▶ GIVEN DATA:

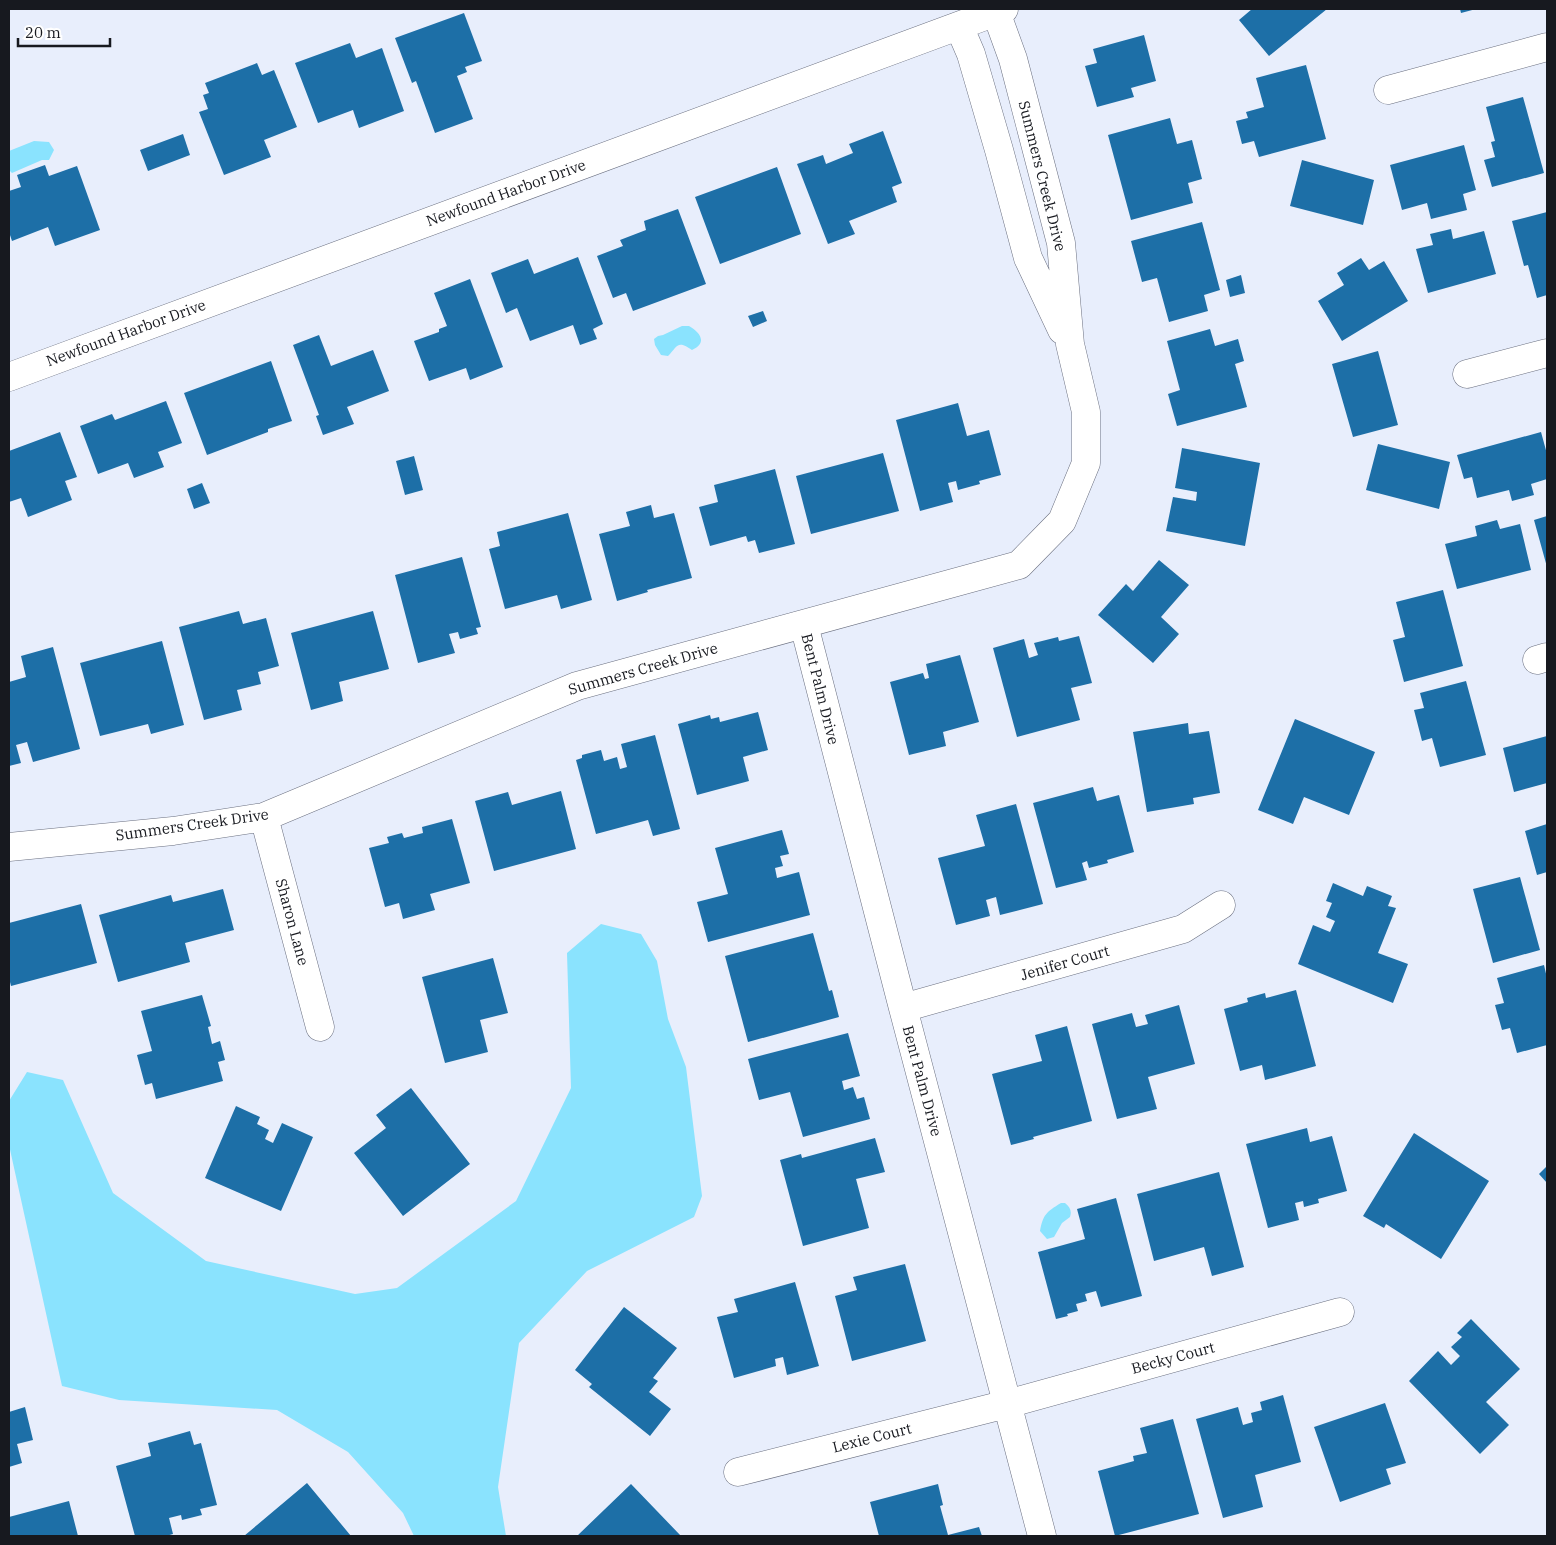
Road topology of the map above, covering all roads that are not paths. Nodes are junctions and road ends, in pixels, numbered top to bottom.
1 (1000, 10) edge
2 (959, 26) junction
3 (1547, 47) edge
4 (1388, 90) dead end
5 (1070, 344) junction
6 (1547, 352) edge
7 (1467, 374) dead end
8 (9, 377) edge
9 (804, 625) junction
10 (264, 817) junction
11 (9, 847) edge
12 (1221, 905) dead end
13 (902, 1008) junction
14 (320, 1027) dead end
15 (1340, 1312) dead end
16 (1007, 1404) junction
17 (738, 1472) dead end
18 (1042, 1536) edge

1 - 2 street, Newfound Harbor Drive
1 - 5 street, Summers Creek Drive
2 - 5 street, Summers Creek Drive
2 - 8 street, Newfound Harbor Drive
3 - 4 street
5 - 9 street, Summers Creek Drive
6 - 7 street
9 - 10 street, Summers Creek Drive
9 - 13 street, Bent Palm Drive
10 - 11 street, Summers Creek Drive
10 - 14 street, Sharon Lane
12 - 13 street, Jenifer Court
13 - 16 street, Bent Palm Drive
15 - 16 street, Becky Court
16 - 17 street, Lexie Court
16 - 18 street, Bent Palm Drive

▶ WHAT THE EXERCISE ASKS:
Gather each line of the listing containing the word "Bent" and show it.

▶ EXERCISE RESPONSE:
9 - 13 street, Bent Palm Drive
13 - 16 street, Bent Palm Drive
16 - 18 street, Bent Palm Drive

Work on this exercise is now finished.